## The task
If a record holds a picture, leave the picture out and restate everything else word for word.

## Given information
▬▬▬▬▬▬▬▬▬▬

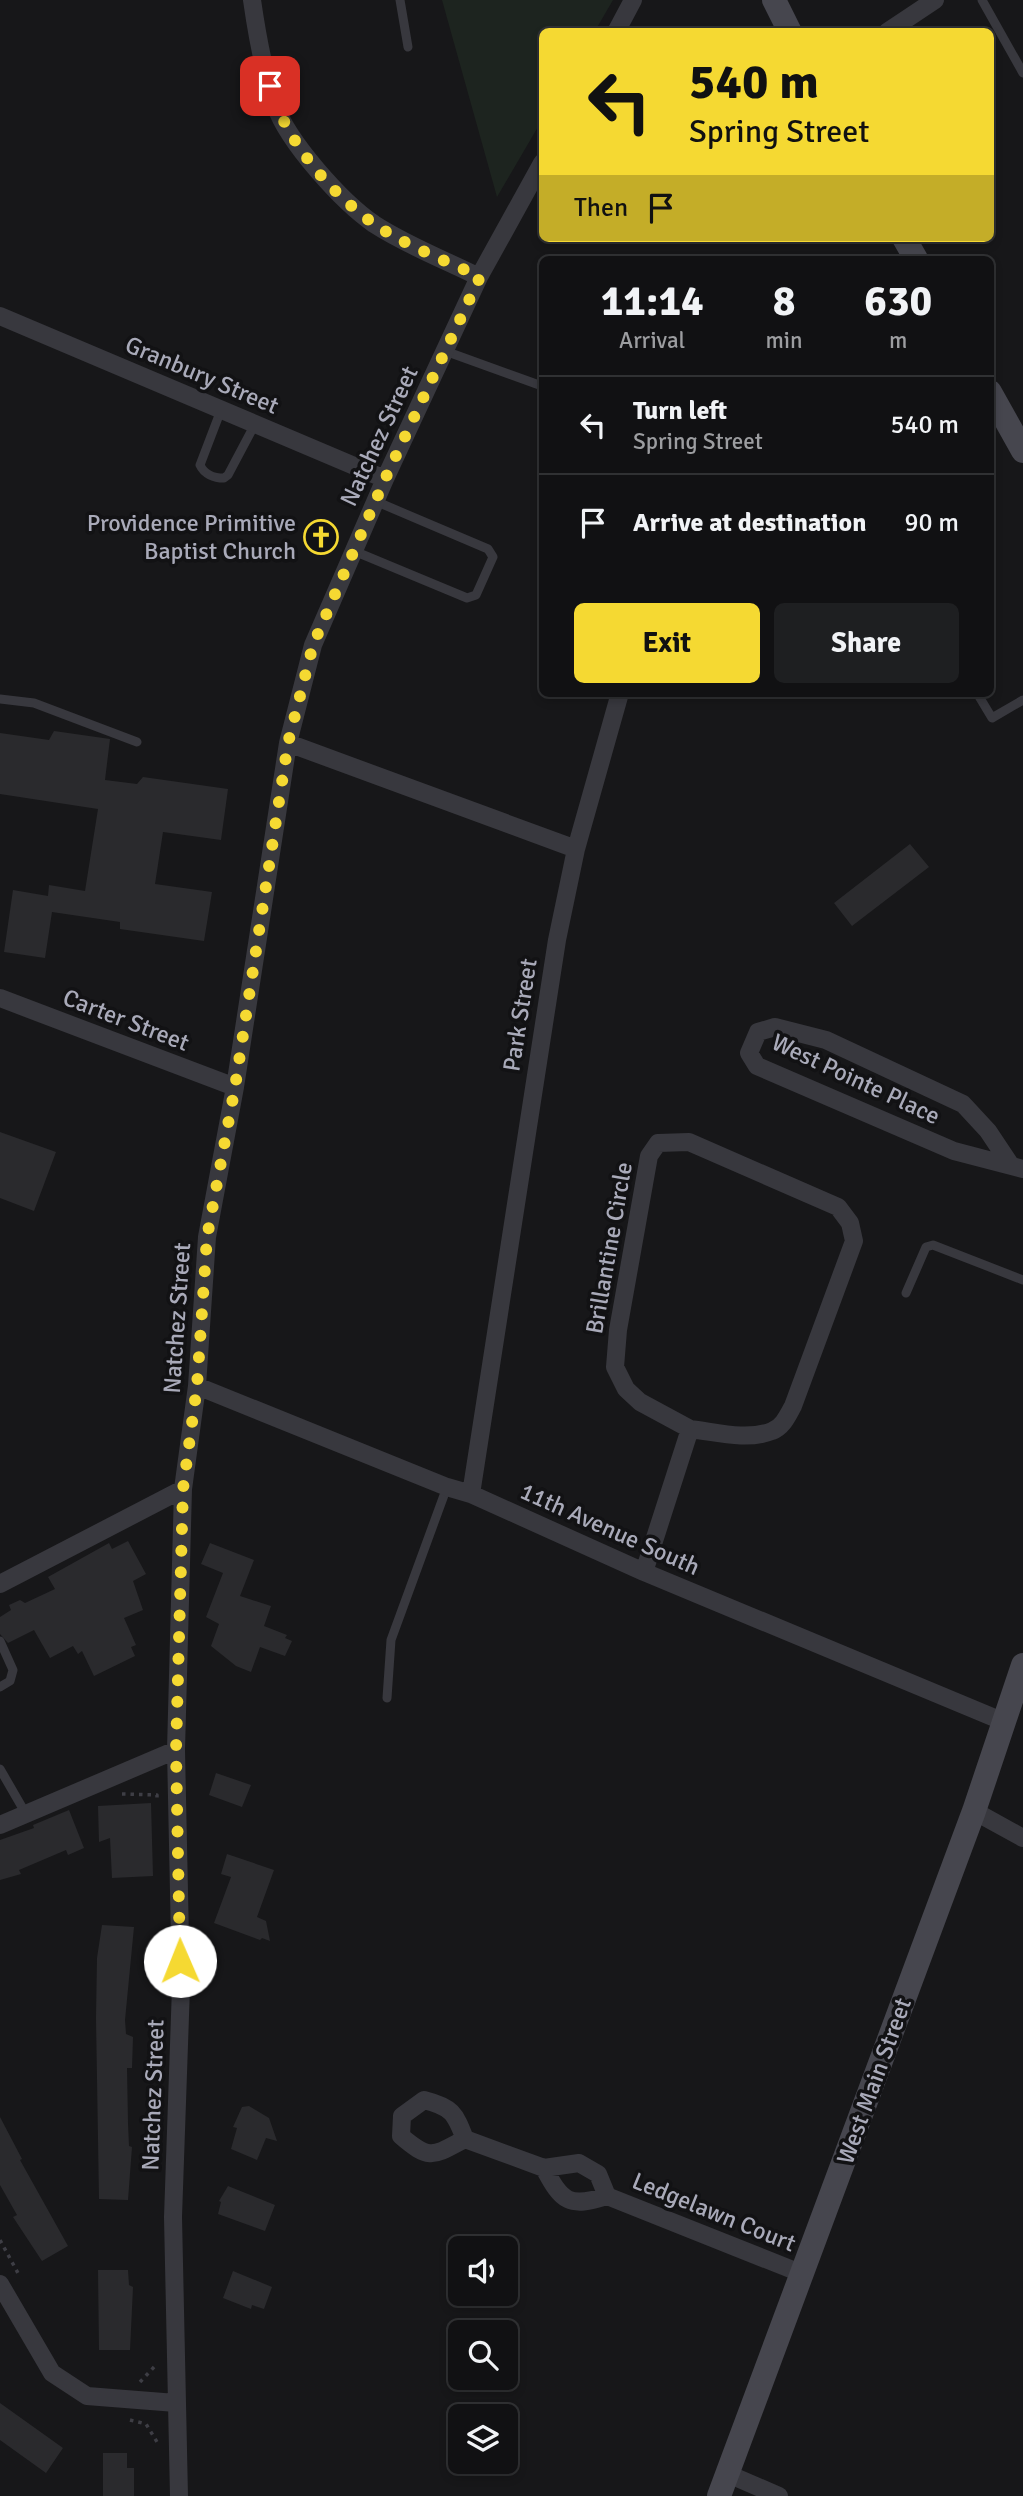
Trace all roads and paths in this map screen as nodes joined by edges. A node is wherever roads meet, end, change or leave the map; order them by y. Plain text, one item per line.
1 (252, 0) edge
2 (400, 0) edge
3 (633, 0) edge
4 (774, 0) edge
5 (935, 0) edge
6 (982, 0) edge
7 (618, 28) edge
8 (788, 28) edge
9 (893, 28) edge
10 (408, 47) dead end
11 (1023, 73) edge
12 (539, 169) edge
13 (480, 277) junction
14 (0, 316) edge
15 (445, 351) junction
16 (539, 385) edge
17 (994, 399) edge
18 (221, 410) junction
19 (255, 424) junction
20 (1023, 451) edge
21 (385, 479) junction
22 (375, 501) junction
23 (354, 551) junction
24 (619, 697) edge
25 (979, 697) edge
26 (0, 699) edge
27 (1023, 700) edge
28 (137, 742) dead end
29 (288, 743) junction
30 (576, 849) junction
31 (0, 998) edge
32 (235, 1087) junction
33 (1017, 1166) edge
34 (1023, 1280) edge
35 (906, 1293) dead end
36 (197, 1386) junction
37 (690, 1429) junction
38 (447, 1487) junction
39 (183, 1489) junction
40 (471, 1494) junction
41 (644, 1572) junction
42 (0, 1584) edge
43 (0, 1641) edge
44 (1023, 1665) edge
45 (0, 1687) edge
46 (387, 1698) dead end
47 (1002, 1721) junction
48 (176, 1751) junction
49 (0, 1769) edge
50 (110, 1794) dead end
51 (157, 1808) dead end
52 (974, 1811) junction
53 (26, 1814) junction
54 (0, 1825) edge
55 (1023, 1838) edge
56 (465, 2139) dead end
57 (544, 2168) junction
58 (607, 2196) junction
59 (0, 2240) edge
60 (803, 2274) junction
61 (22, 2280) dead end
62 (0, 2284) edge
63 (158, 2363) dead end
64 (139, 2382) dead end
65 (176, 2403) junction
66 (723, 2485) edge
67 (179, 2496) edge
68 (779, 2496) edge

1 - 13 street
2 - 10 lane
3 - 7 street
4 - 8 main road
5 - 9 street
6 - 11 lane
12 - 13 street, Natchez Street
13 - 15 street, Natchez Street
14 - 18 street, Granbury Street
15 - 16 lane
15 - 21 street, Natchez Street
17 - 20 main road
18 - 19 street, Granbury Street
18 - 19 lane
19 - 21 street, Granbury Street
21 - 22 street, Natchez Street
22 - 23 street, Natchez Street
22 - 23 lane
23 - 29 street, Natchez Street
24 - 30 street, Park Street
25 - 27 lane
26 - 28 lane
29 - 30 street
29 - 32 street, Natchez Street
30 - 40 street, Park Street
31 - 32 street, Carter Street
32 - 36 street, Natchez Street
33 - 33 street, West Pointe Place
34 - 35 lane
36 - 38 street, 11th Avenue South
36 - 39 street, Natchez Street
37 - 37 street, Brillantine Circle
37 - 41 street
38 - 40 street, 11th Avenue South
38 - 46 lane
39 - 42 street
39 - 48 street, Natchez Street
40 - 41 street, 11th Avenue South
41 - 47 street, 11th Avenue South
43 - 45 lane
44 - 47 main road, West Main Street
47 - 52 main road, West Main Street
48 - 53 street
48 - 65 street, Natchez Street
49 - 53 lane
50 - 51 path
52 - 55 street
52 - 60 main road, West Main Street
53 - 54 street
56 - 57 street, Ledgelawn Court
57 - 58 street, Ledgelawn Court
57 - 58 street, Ledgelawn Court
58 - 60 street, Ledgelawn Court
59 - 61 path
60 - 66 main road, West Main Street
62 - 65 street
63 - 64 path
65 - 67 street, Natchez Street
66 - 68 street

▬▬▬▬▬▬▬▬▬▬

## Task answer
Trace all roads and paths in this map screen as nodes joined by edges. A node is wherever roads meet, end, change or leave the map; order them by y. Plain text, one item per line.
1 (252, 0) edge
2 (400, 0) edge
3 (633, 0) edge
4 (774, 0) edge
5 (935, 0) edge
6 (982, 0) edge
7 (618, 28) edge
8 (788, 28) edge
9 (893, 28) edge
10 (408, 47) dead end
11 (1023, 73) edge
12 (539, 169) edge
13 (480, 277) junction
14 (0, 316) edge
15 (445, 351) junction
16 (539, 385) edge
17 (994, 399) edge
18 (221, 410) junction
19 (255, 424) junction
20 (1023, 451) edge
21 (385, 479) junction
22 (375, 501) junction
23 (354, 551) junction
24 (619, 697) edge
25 (979, 697) edge
26 (0, 699) edge
27 (1023, 700) edge
28 (137, 742) dead end
29 (288, 743) junction
30 (576, 849) junction
31 (0, 998) edge
32 (235, 1087) junction
33 (1017, 1166) edge
34 (1023, 1280) edge
35 (906, 1293) dead end
36 (197, 1386) junction
37 (690, 1429) junction
38 (447, 1487) junction
39 (183, 1489) junction
40 (471, 1494) junction
41 (644, 1572) junction
42 (0, 1584) edge
43 (0, 1641) edge
44 (1023, 1665) edge
45 (0, 1687) edge
46 (387, 1698) dead end
47 (1002, 1721) junction
48 (176, 1751) junction
49 (0, 1769) edge
50 (110, 1794) dead end
51 (157, 1808) dead end
52 (974, 1811) junction
53 (26, 1814) junction
54 (0, 1825) edge
55 (1023, 1838) edge
56 (465, 2139) dead end
57 (544, 2168) junction
58 (607, 2196) junction
59 (0, 2240) edge
60 (803, 2274) junction
61 (22, 2280) dead end
62 (0, 2284) edge
63 (158, 2363) dead end
64 (139, 2382) dead end
65 (176, 2403) junction
66 (723, 2485) edge
67 (179, 2496) edge
68 (779, 2496) edge

1 - 13 street
2 - 10 lane
3 - 7 street
4 - 8 main road
5 - 9 street
6 - 11 lane
12 - 13 street, Natchez Street
13 - 15 street, Natchez Street
14 - 18 street, Granbury Street
15 - 16 lane
15 - 21 street, Natchez Street
17 - 20 main road
18 - 19 street, Granbury Street
18 - 19 lane
19 - 21 street, Granbury Street
21 - 22 street, Natchez Street
22 - 23 street, Natchez Street
22 - 23 lane
23 - 29 street, Natchez Street
24 - 30 street, Park Street
25 - 27 lane
26 - 28 lane
29 - 30 street
29 - 32 street, Natchez Street
30 - 40 street, Park Street
31 - 32 street, Carter Street
32 - 36 street, Natchez Street
33 - 33 street, West Pointe Place
34 - 35 lane
36 - 38 street, 11th Avenue South
36 - 39 street, Natchez Street
37 - 37 street, Brillantine Circle
37 - 41 street
38 - 40 street, 11th Avenue South
38 - 46 lane
39 - 42 street
39 - 48 street, Natchez Street
40 - 41 street, 11th Avenue South
41 - 47 street, 11th Avenue South
43 - 45 lane
44 - 47 main road, West Main Street
47 - 52 main road, West Main Street
48 - 53 street
48 - 65 street, Natchez Street
49 - 53 lane
50 - 51 path
52 - 55 street
52 - 60 main road, West Main Street
53 - 54 street
56 - 57 street, Ledgelawn Court
57 - 58 street, Ledgelawn Court
57 - 58 street, Ledgelawn Court
58 - 60 street, Ledgelawn Court
59 - 61 path
60 - 66 main road, West Main Street
62 - 65 street
63 - 64 path
65 - 67 street, Natchez Street
66 - 68 street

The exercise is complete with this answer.